Software, configuration, and environmental failures

The more common issues that disrupt service availability in a Deephaven installation are software and configuration-based. Most of these are not things that high availability is meant to combat, and, in most cases, such issues will impact all instances of redundant services in a single environment.

Resource exhaustion

  • Out of disk space: This is one of the most common causes of failures.
  • Out of memory or CPU: Can cause processes to become unresponsive or crash.

Configuration drift and errors

  • Expired certificates: Can prevent secure communication between components.
  • Misconfiguration of a key service: Incorrect settings in routing, authentication, or other core services.
  • Change of DNS or IP addresses: Can cause an inability to resolve names and can break the etcd cluster, which requires stable IP addresses or hostnames for its nodes.

Dependency and environmental issues

  • Incompatible upgrades: Upgrading or patching a dependency service or package can make it incompatible with other components.
  • Configuration management interference: Tools like Puppet, Chef, or Ansible can accidentally disable or uninstall required components or accounts.
  • Network blocking: Endpoint protection software, stateful firewalls, or other network security tools can block packets or close connections seen as inactive.
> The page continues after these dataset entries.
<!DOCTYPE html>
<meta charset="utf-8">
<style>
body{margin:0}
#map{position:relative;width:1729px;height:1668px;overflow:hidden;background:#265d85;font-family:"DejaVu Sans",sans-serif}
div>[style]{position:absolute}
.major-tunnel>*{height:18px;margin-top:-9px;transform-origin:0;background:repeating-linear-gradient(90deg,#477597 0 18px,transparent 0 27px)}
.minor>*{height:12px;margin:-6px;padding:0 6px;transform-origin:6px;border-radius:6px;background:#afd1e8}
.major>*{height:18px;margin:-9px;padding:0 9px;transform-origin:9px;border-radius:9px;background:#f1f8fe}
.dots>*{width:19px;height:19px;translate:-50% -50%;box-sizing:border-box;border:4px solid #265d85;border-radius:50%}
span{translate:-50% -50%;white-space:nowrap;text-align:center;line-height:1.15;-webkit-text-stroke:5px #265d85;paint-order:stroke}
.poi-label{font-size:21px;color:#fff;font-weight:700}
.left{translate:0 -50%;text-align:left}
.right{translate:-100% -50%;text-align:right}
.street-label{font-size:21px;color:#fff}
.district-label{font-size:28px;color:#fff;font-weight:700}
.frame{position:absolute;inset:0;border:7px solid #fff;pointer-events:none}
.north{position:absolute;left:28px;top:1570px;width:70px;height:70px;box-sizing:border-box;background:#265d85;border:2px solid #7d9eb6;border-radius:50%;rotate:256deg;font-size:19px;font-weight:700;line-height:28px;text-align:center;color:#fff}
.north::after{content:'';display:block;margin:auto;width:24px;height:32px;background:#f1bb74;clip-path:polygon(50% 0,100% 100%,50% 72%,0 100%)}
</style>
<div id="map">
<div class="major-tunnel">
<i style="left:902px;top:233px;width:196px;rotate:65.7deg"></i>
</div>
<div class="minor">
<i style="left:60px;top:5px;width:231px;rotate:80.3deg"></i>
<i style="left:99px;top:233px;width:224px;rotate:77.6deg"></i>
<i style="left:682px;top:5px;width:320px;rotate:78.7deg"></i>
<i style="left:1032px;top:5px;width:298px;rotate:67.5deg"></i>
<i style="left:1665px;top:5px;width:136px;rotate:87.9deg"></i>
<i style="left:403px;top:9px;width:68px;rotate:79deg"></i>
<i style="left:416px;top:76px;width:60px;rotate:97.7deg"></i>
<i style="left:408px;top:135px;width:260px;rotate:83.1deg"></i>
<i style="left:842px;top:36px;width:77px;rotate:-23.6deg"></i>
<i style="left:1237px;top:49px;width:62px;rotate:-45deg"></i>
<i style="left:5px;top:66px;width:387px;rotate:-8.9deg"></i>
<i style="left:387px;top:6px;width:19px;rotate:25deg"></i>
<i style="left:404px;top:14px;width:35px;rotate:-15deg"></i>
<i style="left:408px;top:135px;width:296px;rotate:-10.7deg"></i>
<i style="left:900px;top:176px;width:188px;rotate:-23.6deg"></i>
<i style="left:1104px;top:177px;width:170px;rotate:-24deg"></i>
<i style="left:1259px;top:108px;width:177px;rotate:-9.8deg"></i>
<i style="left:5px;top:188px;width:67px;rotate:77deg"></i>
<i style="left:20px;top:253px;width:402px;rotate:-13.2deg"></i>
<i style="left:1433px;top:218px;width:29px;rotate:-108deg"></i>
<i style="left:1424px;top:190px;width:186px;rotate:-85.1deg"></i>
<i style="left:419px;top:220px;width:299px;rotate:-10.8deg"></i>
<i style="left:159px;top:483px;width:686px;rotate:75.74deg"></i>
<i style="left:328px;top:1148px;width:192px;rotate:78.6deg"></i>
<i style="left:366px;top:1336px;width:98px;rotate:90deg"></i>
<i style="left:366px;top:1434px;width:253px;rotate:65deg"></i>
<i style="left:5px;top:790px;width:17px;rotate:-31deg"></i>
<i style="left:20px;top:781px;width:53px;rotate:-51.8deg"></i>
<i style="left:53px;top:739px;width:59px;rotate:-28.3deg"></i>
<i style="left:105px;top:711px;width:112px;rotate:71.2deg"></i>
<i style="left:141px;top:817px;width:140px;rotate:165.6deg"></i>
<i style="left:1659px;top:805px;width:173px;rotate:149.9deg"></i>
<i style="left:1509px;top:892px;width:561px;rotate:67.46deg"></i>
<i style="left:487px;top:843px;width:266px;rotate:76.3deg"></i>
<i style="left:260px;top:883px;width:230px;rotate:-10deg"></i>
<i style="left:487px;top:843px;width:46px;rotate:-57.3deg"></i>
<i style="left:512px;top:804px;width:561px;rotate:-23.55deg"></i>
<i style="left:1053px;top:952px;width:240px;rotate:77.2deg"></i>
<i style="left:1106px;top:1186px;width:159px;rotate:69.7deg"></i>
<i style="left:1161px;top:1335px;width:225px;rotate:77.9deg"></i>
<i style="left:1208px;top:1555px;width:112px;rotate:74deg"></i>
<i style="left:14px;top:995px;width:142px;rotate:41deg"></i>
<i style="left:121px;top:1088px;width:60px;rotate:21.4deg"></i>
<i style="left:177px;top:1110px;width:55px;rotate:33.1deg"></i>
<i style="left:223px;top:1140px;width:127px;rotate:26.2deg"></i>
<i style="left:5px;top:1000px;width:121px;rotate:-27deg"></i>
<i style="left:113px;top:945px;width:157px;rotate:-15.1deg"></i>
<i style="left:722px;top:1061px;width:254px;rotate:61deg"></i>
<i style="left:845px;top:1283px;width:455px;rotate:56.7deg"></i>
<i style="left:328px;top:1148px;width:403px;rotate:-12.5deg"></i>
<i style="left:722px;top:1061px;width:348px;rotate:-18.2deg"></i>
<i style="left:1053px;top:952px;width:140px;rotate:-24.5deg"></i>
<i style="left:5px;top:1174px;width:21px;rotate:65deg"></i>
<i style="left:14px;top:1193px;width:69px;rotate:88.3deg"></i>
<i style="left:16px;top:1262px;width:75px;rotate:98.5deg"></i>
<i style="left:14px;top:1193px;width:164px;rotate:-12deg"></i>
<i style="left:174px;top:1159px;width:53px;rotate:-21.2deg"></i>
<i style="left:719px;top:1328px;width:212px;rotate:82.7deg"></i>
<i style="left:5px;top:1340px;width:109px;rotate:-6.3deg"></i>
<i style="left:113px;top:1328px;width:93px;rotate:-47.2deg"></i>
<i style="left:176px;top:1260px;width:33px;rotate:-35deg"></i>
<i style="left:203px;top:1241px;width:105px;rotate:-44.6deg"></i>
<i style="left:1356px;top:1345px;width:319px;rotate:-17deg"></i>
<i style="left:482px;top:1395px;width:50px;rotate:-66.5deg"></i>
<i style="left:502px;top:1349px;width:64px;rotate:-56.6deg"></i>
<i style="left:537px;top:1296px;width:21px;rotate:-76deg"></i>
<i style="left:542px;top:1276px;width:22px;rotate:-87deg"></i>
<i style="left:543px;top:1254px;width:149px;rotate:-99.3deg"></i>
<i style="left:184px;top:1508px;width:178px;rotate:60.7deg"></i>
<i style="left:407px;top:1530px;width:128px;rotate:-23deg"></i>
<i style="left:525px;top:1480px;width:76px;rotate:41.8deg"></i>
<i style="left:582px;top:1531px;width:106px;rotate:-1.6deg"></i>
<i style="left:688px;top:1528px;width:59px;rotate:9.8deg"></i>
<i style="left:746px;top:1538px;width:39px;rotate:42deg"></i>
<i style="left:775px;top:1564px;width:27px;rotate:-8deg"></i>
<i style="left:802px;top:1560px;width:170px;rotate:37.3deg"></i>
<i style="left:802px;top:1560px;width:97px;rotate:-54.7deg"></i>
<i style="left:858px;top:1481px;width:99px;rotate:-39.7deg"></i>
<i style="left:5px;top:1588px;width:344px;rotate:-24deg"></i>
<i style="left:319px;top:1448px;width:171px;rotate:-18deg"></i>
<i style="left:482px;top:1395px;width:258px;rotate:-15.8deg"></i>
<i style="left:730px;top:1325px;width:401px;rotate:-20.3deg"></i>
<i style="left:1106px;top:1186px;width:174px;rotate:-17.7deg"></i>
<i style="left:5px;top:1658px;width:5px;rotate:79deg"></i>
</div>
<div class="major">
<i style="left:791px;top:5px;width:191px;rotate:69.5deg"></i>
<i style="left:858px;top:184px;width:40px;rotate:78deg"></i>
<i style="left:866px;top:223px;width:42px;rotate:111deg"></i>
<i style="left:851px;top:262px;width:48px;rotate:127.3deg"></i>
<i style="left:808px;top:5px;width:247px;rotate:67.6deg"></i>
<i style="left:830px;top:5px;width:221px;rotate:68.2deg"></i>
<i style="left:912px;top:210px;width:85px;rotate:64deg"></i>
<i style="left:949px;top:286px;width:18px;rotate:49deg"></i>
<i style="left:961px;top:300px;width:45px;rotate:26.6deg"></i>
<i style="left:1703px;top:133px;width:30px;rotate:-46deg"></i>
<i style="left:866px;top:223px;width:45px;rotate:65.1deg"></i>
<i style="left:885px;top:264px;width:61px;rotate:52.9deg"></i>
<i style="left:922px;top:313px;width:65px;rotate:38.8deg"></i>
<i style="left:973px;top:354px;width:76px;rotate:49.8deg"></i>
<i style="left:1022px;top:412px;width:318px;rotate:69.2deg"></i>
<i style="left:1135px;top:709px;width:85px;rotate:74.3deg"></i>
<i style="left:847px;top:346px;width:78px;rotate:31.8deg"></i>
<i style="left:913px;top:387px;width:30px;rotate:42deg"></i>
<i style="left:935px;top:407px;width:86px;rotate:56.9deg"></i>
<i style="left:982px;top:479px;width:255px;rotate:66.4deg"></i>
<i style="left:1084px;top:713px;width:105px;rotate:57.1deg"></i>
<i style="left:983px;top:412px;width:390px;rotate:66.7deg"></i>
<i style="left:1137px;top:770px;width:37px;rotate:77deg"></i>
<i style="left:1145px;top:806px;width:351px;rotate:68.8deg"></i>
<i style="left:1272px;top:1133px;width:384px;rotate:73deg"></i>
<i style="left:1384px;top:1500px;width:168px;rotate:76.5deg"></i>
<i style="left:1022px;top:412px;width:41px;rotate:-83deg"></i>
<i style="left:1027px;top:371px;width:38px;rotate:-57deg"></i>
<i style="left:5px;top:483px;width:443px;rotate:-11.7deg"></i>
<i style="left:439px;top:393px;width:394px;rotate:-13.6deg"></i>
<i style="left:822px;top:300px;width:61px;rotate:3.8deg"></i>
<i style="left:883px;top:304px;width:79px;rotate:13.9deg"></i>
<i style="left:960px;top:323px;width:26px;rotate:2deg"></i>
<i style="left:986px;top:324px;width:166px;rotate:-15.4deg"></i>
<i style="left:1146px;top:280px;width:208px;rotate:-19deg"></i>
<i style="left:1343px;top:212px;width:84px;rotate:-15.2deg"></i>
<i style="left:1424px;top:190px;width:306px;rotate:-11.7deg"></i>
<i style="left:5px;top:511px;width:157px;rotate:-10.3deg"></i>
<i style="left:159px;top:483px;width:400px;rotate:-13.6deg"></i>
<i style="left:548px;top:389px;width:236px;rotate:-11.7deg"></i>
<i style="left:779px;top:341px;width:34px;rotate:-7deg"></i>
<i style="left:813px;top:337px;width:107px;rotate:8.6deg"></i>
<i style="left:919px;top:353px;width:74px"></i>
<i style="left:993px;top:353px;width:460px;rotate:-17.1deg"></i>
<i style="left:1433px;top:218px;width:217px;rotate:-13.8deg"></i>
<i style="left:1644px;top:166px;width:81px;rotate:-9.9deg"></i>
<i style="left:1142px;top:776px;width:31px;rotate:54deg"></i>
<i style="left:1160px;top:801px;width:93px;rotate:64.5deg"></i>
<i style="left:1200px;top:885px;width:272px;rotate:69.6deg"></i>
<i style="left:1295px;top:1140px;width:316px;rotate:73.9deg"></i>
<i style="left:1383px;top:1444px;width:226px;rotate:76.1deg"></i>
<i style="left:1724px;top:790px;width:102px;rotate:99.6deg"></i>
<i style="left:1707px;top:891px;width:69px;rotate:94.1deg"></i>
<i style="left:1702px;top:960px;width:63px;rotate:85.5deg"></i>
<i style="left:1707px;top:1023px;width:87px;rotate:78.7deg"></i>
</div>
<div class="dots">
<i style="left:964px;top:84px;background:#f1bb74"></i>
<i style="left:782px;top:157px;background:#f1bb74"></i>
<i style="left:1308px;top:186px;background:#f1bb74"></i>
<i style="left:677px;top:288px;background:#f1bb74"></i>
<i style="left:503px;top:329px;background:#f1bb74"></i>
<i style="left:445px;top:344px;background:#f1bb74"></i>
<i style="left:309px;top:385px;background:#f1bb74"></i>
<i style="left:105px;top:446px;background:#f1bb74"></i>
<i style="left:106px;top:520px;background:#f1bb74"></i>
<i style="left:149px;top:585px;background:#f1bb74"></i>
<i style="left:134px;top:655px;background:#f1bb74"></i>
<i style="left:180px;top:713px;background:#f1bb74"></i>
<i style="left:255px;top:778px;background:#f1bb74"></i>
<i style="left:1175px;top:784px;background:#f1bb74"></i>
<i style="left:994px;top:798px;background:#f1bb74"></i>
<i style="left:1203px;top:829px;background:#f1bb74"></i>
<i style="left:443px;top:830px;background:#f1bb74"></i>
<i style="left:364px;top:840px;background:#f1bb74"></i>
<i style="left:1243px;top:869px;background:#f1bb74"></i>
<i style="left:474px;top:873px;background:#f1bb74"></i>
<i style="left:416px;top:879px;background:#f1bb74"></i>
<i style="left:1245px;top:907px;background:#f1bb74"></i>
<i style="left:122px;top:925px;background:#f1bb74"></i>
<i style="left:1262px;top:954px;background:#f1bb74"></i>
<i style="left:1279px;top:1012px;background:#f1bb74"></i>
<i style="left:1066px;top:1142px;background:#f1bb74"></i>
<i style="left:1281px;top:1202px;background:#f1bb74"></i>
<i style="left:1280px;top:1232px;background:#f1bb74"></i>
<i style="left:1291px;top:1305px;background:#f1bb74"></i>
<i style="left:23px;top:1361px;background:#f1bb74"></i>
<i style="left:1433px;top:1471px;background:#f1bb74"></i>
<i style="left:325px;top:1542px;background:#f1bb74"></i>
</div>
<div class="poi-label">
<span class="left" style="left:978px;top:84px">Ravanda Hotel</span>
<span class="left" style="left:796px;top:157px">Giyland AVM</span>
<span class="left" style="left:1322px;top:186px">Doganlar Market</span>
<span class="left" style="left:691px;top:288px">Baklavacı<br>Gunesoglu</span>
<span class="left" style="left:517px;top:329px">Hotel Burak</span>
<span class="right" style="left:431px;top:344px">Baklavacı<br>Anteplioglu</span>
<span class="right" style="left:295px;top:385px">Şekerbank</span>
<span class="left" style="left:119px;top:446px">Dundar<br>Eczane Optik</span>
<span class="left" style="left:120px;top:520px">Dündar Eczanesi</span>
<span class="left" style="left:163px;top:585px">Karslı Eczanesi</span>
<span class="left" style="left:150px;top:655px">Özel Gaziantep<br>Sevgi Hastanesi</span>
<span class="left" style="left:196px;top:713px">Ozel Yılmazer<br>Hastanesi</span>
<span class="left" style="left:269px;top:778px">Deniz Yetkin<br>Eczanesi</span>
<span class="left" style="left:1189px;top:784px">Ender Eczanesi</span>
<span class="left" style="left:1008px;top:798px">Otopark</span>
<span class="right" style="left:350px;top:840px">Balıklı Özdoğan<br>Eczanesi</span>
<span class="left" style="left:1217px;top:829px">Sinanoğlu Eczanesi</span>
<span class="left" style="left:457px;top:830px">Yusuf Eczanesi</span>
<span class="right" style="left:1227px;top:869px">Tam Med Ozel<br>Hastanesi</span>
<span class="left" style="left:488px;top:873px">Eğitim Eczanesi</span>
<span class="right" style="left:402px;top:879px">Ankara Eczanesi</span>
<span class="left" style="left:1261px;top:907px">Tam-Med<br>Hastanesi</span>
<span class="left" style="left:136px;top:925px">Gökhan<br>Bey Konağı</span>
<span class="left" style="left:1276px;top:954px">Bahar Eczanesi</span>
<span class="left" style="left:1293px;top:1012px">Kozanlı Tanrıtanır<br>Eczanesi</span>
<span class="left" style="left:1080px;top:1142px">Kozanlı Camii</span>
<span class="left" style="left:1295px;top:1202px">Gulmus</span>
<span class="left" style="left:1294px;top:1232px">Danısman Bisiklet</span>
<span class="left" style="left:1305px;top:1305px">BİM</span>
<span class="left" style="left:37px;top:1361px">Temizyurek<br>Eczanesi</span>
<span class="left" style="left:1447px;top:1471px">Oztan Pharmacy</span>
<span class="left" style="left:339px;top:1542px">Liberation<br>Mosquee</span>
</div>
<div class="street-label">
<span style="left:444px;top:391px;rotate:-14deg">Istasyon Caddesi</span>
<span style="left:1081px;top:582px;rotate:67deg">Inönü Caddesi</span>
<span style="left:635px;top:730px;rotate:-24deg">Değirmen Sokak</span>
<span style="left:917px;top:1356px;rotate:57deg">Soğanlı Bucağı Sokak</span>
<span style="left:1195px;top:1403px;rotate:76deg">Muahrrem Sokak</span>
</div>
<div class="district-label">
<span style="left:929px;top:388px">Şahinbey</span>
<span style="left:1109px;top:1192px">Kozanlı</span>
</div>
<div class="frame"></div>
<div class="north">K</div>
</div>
Disaster recovery (DR) strategies

Having additional installations, locally and/or remotely, can provide a backup environment to be used while a production issue is analyzed and resolved.

The importance of multiple environments

For these reasons and others, it is strongly recommended that Deephaven customers have several installations, such as:

  • Production: The live environment serving users.
  • Test/QA/UAT: For testing upgrades of Deephaven, patches, and new customer code and queries.
  • Development: For developing new customer code and queries.
  • Prod backup: A DR backup environment in the same data center as the production installation.
  • DR: A DR backup environment in a different data center from the production installation.

DR models

A DR "environment" can range from simple and lightweight to a complete, parallel installation.

  • Cold DR: This model uses snapshots of VMs that can be deployed in a different virtual data center in case of loss of the primary data center. This assumes that needed data is replicated and snapshots are taken frequently enough to meet recovery point objectives (RPO).
  • Warm DR: This intermediate solution might involve having continuously running infrastructure servers (including data ingestion) and etcd nodes, but with query servers powered off until the DR environment is needed.
  • Hot DR: At the other extreme is a complete duplicate of the primary production cluster that runs continuously in parallel with the primary installation. This allows users to switch to DR immediately when needed, with minimal to no loss of data (low recovery time objective, or RTO).

Data replication for DR

In general, DR and Prod backup installations should have access to all of the same historical, user, and streaming data that production has, so these environments can provide business continuity in case the production installation, or even the entire production data center, is down. Depending on the types of validations and development being done, test and development installs may be able to work with subsets of data and less compute/storage resources.